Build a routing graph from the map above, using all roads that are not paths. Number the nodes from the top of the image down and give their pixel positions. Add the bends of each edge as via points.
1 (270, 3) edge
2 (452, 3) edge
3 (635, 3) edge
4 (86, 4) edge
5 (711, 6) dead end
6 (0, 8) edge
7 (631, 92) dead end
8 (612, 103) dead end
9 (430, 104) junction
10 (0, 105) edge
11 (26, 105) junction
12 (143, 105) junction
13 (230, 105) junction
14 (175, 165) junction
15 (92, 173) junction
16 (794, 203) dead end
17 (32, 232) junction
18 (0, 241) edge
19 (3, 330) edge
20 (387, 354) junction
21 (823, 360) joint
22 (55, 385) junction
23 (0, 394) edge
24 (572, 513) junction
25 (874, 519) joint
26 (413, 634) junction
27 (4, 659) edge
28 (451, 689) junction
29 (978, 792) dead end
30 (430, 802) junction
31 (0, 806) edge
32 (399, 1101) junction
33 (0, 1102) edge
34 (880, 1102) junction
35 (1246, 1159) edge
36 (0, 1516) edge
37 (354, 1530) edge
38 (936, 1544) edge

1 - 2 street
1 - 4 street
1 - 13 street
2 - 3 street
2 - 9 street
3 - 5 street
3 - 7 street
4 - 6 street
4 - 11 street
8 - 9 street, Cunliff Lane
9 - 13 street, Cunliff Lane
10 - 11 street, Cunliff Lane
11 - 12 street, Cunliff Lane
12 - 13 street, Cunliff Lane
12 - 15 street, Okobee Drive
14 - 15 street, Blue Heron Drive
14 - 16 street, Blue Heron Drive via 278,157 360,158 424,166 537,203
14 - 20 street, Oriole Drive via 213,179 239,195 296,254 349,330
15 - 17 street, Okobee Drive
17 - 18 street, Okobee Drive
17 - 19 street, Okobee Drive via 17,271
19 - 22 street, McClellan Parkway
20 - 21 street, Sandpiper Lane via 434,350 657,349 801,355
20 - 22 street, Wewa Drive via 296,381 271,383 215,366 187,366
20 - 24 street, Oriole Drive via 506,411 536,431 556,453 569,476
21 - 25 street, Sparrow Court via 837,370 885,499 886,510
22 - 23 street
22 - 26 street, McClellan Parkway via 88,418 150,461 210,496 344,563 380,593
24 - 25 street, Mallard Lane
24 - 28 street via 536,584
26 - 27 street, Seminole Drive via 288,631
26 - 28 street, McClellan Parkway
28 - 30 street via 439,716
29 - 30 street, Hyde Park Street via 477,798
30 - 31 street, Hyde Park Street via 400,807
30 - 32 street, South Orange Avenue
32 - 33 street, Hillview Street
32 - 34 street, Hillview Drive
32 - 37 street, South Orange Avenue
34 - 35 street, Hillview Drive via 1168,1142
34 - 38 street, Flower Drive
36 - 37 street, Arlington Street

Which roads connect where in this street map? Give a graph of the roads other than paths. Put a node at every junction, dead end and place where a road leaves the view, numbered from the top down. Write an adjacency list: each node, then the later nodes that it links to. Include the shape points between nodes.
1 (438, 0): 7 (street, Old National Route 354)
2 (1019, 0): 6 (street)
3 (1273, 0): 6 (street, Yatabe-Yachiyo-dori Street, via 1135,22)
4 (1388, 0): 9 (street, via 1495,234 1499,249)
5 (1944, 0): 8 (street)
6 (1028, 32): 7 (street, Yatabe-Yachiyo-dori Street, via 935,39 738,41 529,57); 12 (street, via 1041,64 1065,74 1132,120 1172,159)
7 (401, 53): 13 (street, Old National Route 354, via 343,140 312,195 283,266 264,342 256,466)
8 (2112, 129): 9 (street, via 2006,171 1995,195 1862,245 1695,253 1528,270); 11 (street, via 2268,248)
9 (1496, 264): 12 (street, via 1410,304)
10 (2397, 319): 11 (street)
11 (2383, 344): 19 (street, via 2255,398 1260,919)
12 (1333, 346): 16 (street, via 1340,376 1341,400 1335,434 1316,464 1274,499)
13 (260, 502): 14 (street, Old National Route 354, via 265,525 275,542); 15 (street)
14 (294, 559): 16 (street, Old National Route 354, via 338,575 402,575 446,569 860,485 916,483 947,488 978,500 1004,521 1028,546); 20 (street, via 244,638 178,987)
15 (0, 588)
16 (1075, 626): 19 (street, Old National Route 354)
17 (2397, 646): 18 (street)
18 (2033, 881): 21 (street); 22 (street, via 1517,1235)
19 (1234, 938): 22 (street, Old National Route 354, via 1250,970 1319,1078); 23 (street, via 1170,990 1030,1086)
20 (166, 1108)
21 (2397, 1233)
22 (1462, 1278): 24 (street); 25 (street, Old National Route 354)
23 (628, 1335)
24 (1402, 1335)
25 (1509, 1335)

*Exercise details:* Output all of the records exactly, with nothing omitted.

*Output for this exercise:*
Build a routing graph from the map above, using all roads that are not paths. Number the nodes from the top of the image down and give their pixel positions. Add the bends of each edge as via points.
1 (270, 3) edge
2 (452, 3) edge
3 (635, 3) edge
4 (86, 4) edge
5 (711, 6) dead end
6 (0, 8) edge
7 (631, 92) dead end
8 (612, 103) dead end
9 (430, 104) junction
10 (0, 105) edge
11 (26, 105) junction
12 (143, 105) junction
13 (230, 105) junction
14 (175, 165) junction
15 (92, 173) junction
16 (794, 203) dead end
17 (32, 232) junction
18 (0, 241) edge
19 (3, 330) edge
20 (387, 354) junction
21 (823, 360) joint
22 (55, 385) junction
23 (0, 394) edge
24 (572, 513) junction
25 (874, 519) joint
26 (413, 634) junction
27 (4, 659) edge
28 (451, 689) junction
29 (978, 792) dead end
30 (430, 802) junction
31 (0, 806) edge
32 (399, 1101) junction
33 (0, 1102) edge
34 (880, 1102) junction
35 (1246, 1159) edge
36 (0, 1516) edge
37 (354, 1530) edge
38 (936, 1544) edge

1 - 2 street
1 - 4 street
1 - 13 street
2 - 3 street
2 - 9 street
3 - 5 street
3 - 7 street
4 - 6 street
4 - 11 street
8 - 9 street, Cunliff Lane
9 - 13 street, Cunliff Lane
10 - 11 street, Cunliff Lane
11 - 12 street, Cunliff Lane
12 - 13 street, Cunliff Lane
12 - 15 street, Okobee Drive
14 - 15 street, Blue Heron Drive
14 - 16 street, Blue Heron Drive via 278,157 360,158 424,166 537,203
14 - 20 street, Oriole Drive via 213,179 239,195 296,254 349,330
15 - 17 street, Okobee Drive
17 - 18 street, Okobee Drive
17 - 19 street, Okobee Drive via 17,271
19 - 22 street, McClellan Parkway
20 - 21 street, Sandpiper Lane via 434,350 657,349 801,355
20 - 22 street, Wewa Drive via 296,381 271,383 215,366 187,366
20 - 24 street, Oriole Drive via 506,411 536,431 556,453 569,476
21 - 25 street, Sparrow Court via 837,370 885,499 886,510
22 - 23 street
22 - 26 street, McClellan Parkway via 88,418 150,461 210,496 344,563 380,593
24 - 25 street, Mallard Lane
24 - 28 street via 536,584
26 - 27 street, Seminole Drive via 288,631
26 - 28 street, McClellan Parkway
28 - 30 street via 439,716
29 - 30 street, Hyde Park Street via 477,798
30 - 31 street, Hyde Park Street via 400,807
30 - 32 street, South Orange Avenue
32 - 33 street, Hillview Street
32 - 34 street, Hillview Drive
32 - 37 street, South Orange Avenue
34 - 35 street, Hillview Drive via 1168,1142
34 - 38 street, Flower Drive
36 - 37 street, Arlington Street

Which roads connect where in this street map? Give a graph of the roads other than paths. Put a node at every junction, dead end and place where a road leaves the view, numbered from the top down. Write an adjacency list: each node, then the later nodes that it links to. Include the shape points between nodes.
1 (438, 0): 7 (street, Old National Route 354)
2 (1019, 0): 6 (street)
3 (1273, 0): 6 (street, Yatabe-Yachiyo-dori Street, via 1135,22)
4 (1388, 0): 9 (street, via 1495,234 1499,249)
5 (1944, 0): 8 (street)
6 (1028, 32): 7 (street, Yatabe-Yachiyo-dori Street, via 935,39 738,41 529,57); 12 (street, via 1041,64 1065,74 1132,120 1172,159)
7 (401, 53): 13 (street, Old National Route 354, via 343,140 312,195 283,266 264,342 256,466)
8 (2112, 129): 9 (street, via 2006,171 1995,195 1862,245 1695,253 1528,270); 11 (street, via 2268,248)
9 (1496, 264): 12 (street, via 1410,304)
10 (2397, 319): 11 (street)
11 (2383, 344): 19 (street, via 2255,398 1260,919)
12 (1333, 346): 16 (street, via 1340,376 1341,400 1335,434 1316,464 1274,499)
13 (260, 502): 14 (street, Old National Route 354, via 265,525 275,542); 15 (street)
14 (294, 559): 16 (street, Old National Route 354, via 338,575 402,575 446,569 860,485 916,483 947,488 978,500 1004,521 1028,546); 20 (street, via 244,638 178,987)
15 (0, 588)
16 (1075, 626): 19 (street, Old National Route 354)
17 (2397, 646): 18 (street)
18 (2033, 881): 21 (street); 22 (street, via 1517,1235)
19 (1234, 938): 22 (street, Old National Route 354, via 1250,970 1319,1078); 23 (street, via 1170,990 1030,1086)
20 (166, 1108)
21 (2397, 1233)
22 (1462, 1278): 24 (street); 25 (street, Old National Route 354)
23 (628, 1335)
24 (1402, 1335)
25 (1509, 1335)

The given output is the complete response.